The Street Trees of Iconic DC Spots
Street trees, those in the right of way between the sidewalk and the street are managed and maintained by our friends and partners at The Urban Forestry Division (UFD) of DDOT. While we track every tree we plant in our database, we don’t keep a running list of street trees. Thankfully, UFD does and their street tree map is one of our faves. It will help take your localized tree knowledge and care up a notch. To show you its magic, we wanted to check out the street trees surrounding some iconic DC spots.
Ben’s Chili Bowl
An institution in the District, Ben’s Chili Bowl is a landmark restaurant in the U Street Corridor. It is known locally for its chili dogs, half-smokes, and milkshakes, and has been an integral part of the neighborhood’s history since its founding in 1958. It was frequented by both police and protesters during the 1968 riots, and is regularly visited by celebrities and politicians both local and national.

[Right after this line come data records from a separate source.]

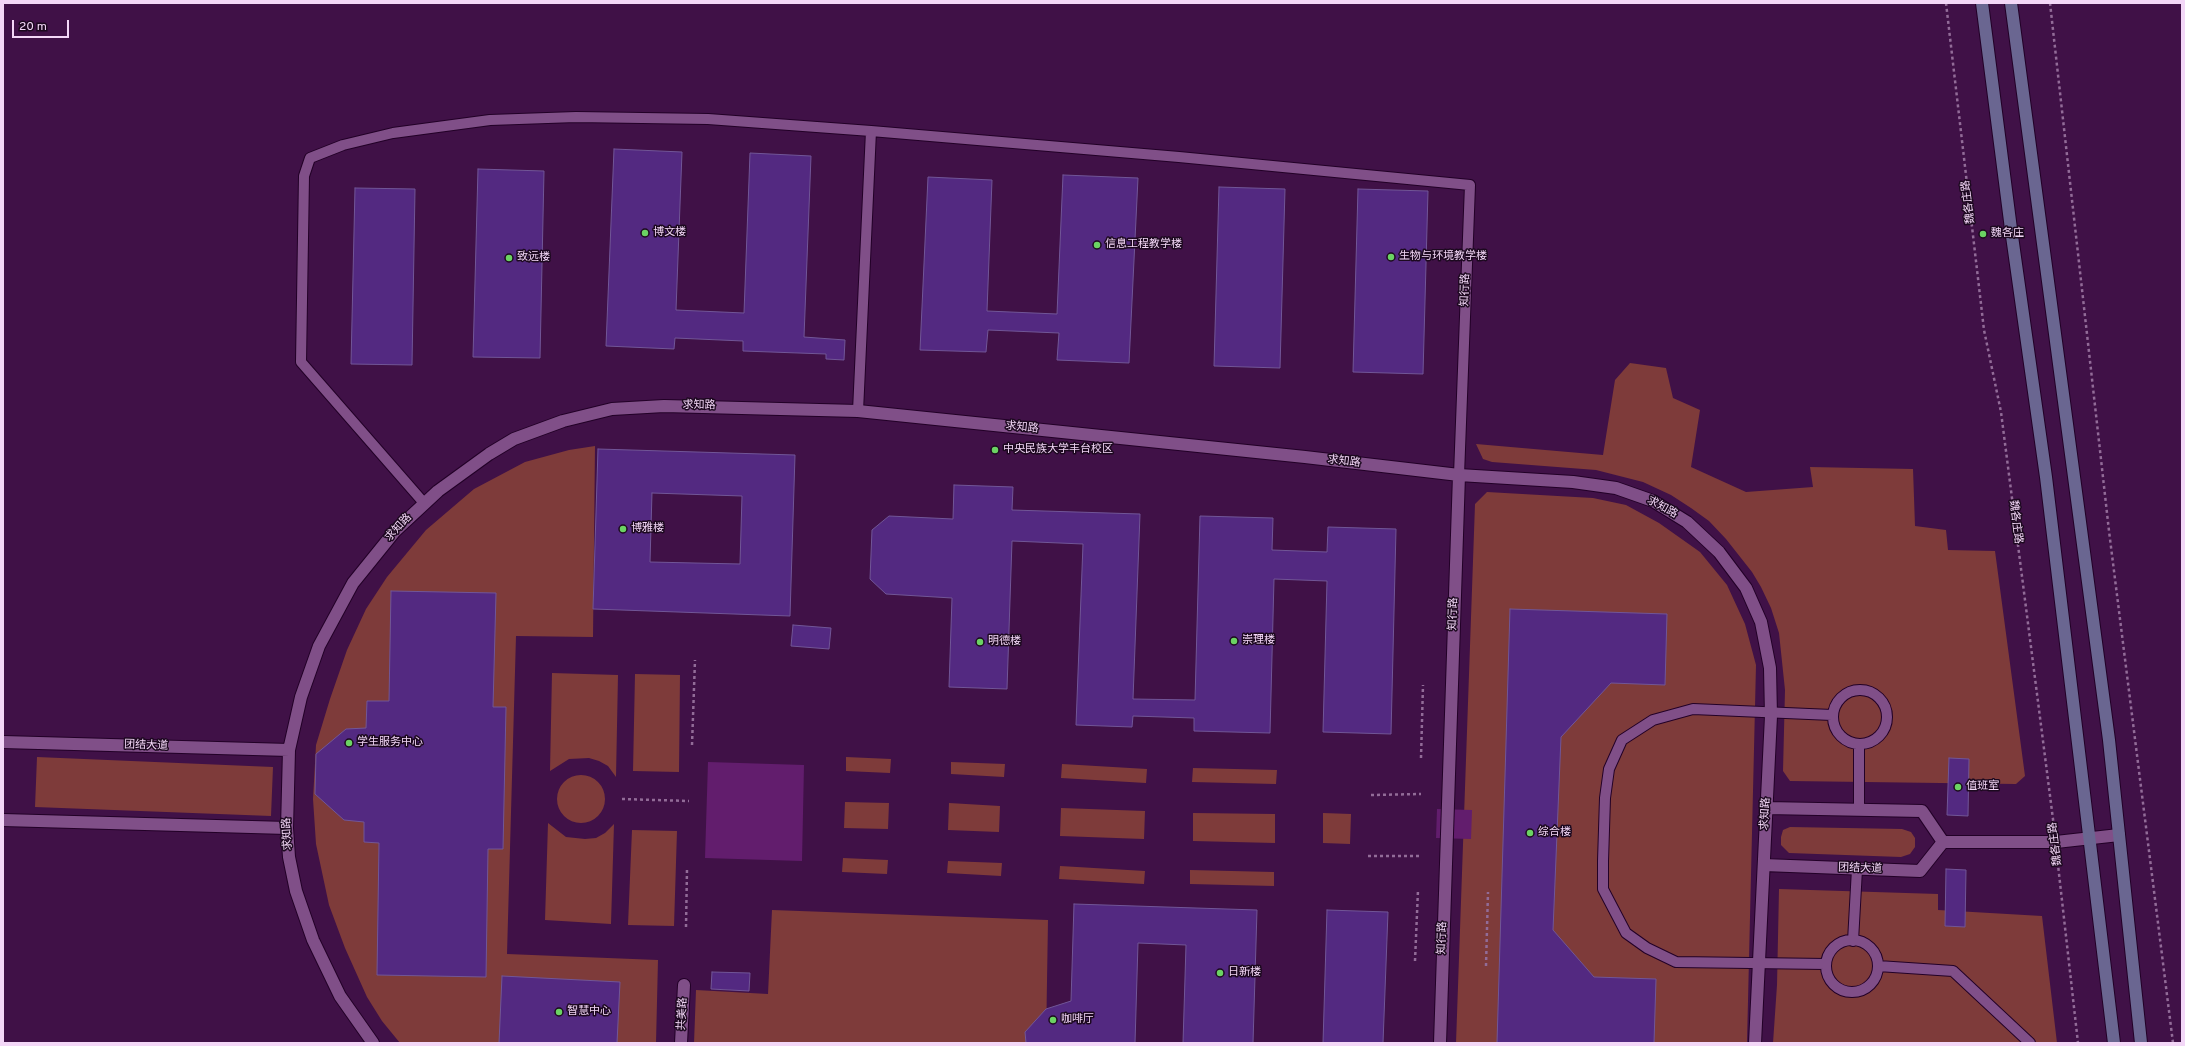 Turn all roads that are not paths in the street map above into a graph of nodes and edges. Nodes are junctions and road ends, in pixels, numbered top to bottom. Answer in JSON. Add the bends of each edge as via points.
{"nodes":[{"id":1,"x":1982,"y":3,"type":"edge"},
{"id":2,"x":2011,"y":3,"type":"edge"},
{"id":3,"x":871,"y":131,"type":"junction"},
{"id":4,"x":858,"y":411,"type":"junction"},
{"id":5,"x":1459,"y":475,"type":"junction"},
{"id":6,"x":424,"y":503,"type":"junction"},
{"id":7,"x":1771,"y":712,"type":"junction"},
{"id":8,"x":1832,"y":715,"type":"junction"},
{"id":9,"x":3,"y":742,"type":"edge"},
{"id":10,"x":1859,"y":745,"type":"junction"},
{"id":11,"x":289,"y":750,"type":"junction"},
{"id":12,"x":1767,"y":808,"type":"junction"},
{"id":13,"x":1859,"y":810,"type":"junction"},
{"id":14,"x":3,"y":820,"type":"edge"},
{"id":15,"x":287,"y":828,"type":"junction"},
{"id":16,"x":2119,"y":835,"type":"junction"},
{"id":17,"x":2090,"y":838,"type":"junction"},
{"id":18,"x":1943,"y":842,"type":"junction"},
{"id":19,"x":1764,"y":865,"type":"junction"},
{"id":20,"x":1857,"y":869,"type":"junction"},
{"id":21,"x":1853,"y":940,"type":"junction"},
{"id":22,"x":1759,"y":963,"type":"junction"},
{"id":23,"x":1826,"y":964,"type":"junction"},
{"id":24,"x":1878,"y":966,"type":"junction"},
{"id":25,"x":684,"y":985,"type":"dead end"},
{"id":26,"x":374,"y":1043,"type":"edge"},
{"id":27,"x":681,"y":1043,"type":"edge"},
{"id":28,"x":1440,"y":1043,"type":"edge"},
{"id":29,"x":1754,"y":1043,"type":"edge"},
{"id":30,"x":2030,"y":1043,"type":"edge"},
{"id":31,"x":2114,"y":1043,"type":"edge"},
{"id":32,"x":2141,"y":1043,"type":"edge"}],
"edges":[{"from":1,"to":17,"type":"main road","via":[[2046,477]]},
{"from":2,"to":16,"type":"main road","via":[[2108,732]]},
{"from":3,"to":4,"type":"lane"},
{"from":3,"to":5,"type":"lane","name":"知行路","via":[[1470,185]]},
{"from":3,"to":6,"type":"lane","via":[[708,118],[576,117],[490,120],[393,133],[343,145],[310,158],[304,176],[301,362]]},
{"from":4,"to":5,"type":"street","name":"求知路"},
{"from":4,"to":6,"type":"street","name":"求知路","via":[[664,406],[612,409],[563,421],[514,439],[489,454]]},
{"from":5,"to":7,"type":"street","name":"求知路","via":[[1573,482],[1616,488],[1653,501],[1687,522],[1719,552],[1746,588],[1761,622],[1770,668]]},
{"from":5,"to":28,"type":"street","name":"知行路"},
{"from":6,"to":11,"type":"street","name":"求知路","via":[[395,531],[352,583],[319,646],[301,697]]},
{"from":7,"to":8,"type":"lane"},
{"from":7,"to":12,"type":"street","name":"求知路"},
{"from":7,"to":22,"type":"lane","via":[[1693,709],[1653,720],[1622,740],[1609,770],[1605,798],[1603,889],[1626,933],[1647,948],[1676,962]]},
{"from":8,"to":10,"type":"lane","via":[[1837,732],[1850,743]]},
{"from":8,"to":10,"type":"lane","via":[[1839,698],[1847,692],[1865,690],[1881,699],[1888,717],[1886,726],[1876,740]]},
{"from":9,"to":11,"type":"street","name":"团结大道"},
{"from":10,"to":13,"type":"lane"},
{"from":11,"to":15,"type":"street","name":"求知路"},
{"from":12,"to":13,"type":"street"},
{"from":12,"to":19,"type":"street","name":"求知路"},
{"from":13,"to":18,"type":"street","via":[[1922,811]]},
{"from":14,"to":15,"type":"street"},
{"from":15,"to":26,"type":"street","name":"求知路","via":[[289,857],[296,891],[313,940],[340,996]]},
{"from":16,"to":17,"type":"street"},
{"from":16,"to":32,"type":"main road"},
{"from":17,"to":18,"type":"street","via":[[2056,842]]},
{"from":17,"to":31,"type":"main road"},
{"from":18,"to":20,"type":"street","name":"团结大道","via":[[1920,871]]},
{"from":19,"to":20,"type":"street","name":"团结大道"},
{"from":19,"to":22,"type":"street","name":"求知路"},
{"from":20,"to":21,"type":"lane"},
{"from":21,"to":23,"type":"lane","via":[[1840,943],[1834,948]]},
{"from":21,"to":24,"type":"lane","via":[[1866,944],[1872,950]]},
{"from":22,"to":23,"type":"lane"},
{"from":22,"to":29,"type":"street","name":"求知路"},
{"from":23,"to":24,"type":"lane","via":[[1827,973],[1836,987],[1852,992],[1860,991],[1873,982]]},
{"from":24,"to":30,"type":"lane","via":[[1953,970]]},
{"from":25,"to":27,"type":"street","name":"共美路"}]}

Thanks to UFD’s street tree map we can see that Ben’s is nestled in between London planetrees, urban workhorses. These trees are great for this high traffic area with compacted soil, lots of pedestrians, and visual interest – their bark peels over time! Known for its canopies over the boulevards of Europe, the London planetree is a tough and majestic shade tree with attractive, mottled grayish-white bark that peels in the fall, and playful, round seed heads that dangle from branches providing seasonal interest in the fall and winter. This tree is available through our residential planting program, RiverSmart Homes. You can also get up to $50 back for planting this tree yourself through our tree rebate program.
Built between 1963 and 1971, the Watergate was considered one of Washington’s most desirable living spaces, popular with members of Congress and political appointees of the executive branch. It’s probably best known for the Watergate scandal, a major political scandal involving the administration of President Richard Nixon that led to Nixon’s resignation. The scandal stemmed from the Nixon administration’s continual attempts to cover up its involvement in a 1972 break-in of the Democratic National Committee headquarters at the Watergate Office Building.
There’s no covering up the gorgeous Ginkgoes that dot Virginia Ave NW, though! Thanks to UFD’s street tree map we can note the size and sex of various ginkgo trees along the street outside the complex. A throwback to prehistoric times, the gingko is a beautiful shade tree with unique fan-shaped leaves that turn a beautiful yellow in fall, and distinctly furrowed corky bark that is gray-white in color. This tough urban tree is able to withstand varied conditions and stresses. Thankfully the majority of ginkgoes planted are male varieties, so pedestrians can avoid the unpleasant smells associated with rotting ginkgo fruits. You can get up to $50 back for planting this tree yourself on private property through our tree rebate program.
Crystal Room nightclub (now Riverside Healthy Living Center)
The historic site of Marvin Gaye’s professional singing debut in the old Crystal Room nightclub, it’s now Riverside Center is now a gathering space for the community along Marvin Gaye Park. Formerly called Watts Branch Park, the area was officially rededicated as Marvin Gaye Park on April 2, 2006, on what would have been the singer’s 67th birthday.
There are plenty of native trees that we helped plant along Watts Branch and Marvin Gaye Park, but thanks to UFD’s street tree map we can see the Riverside Center features quite the robust row of red maples. One of the most popular planted trees, red maples are coveted for their brilliant fall color, ability to withstand challenging soil conditions and their seeds which fall “helicopter-like” to the ground. This tree is available through our residential planting program, RiverSmart Homes. You can also get up to $100 back for planting this tree yourself through our tree rebate program.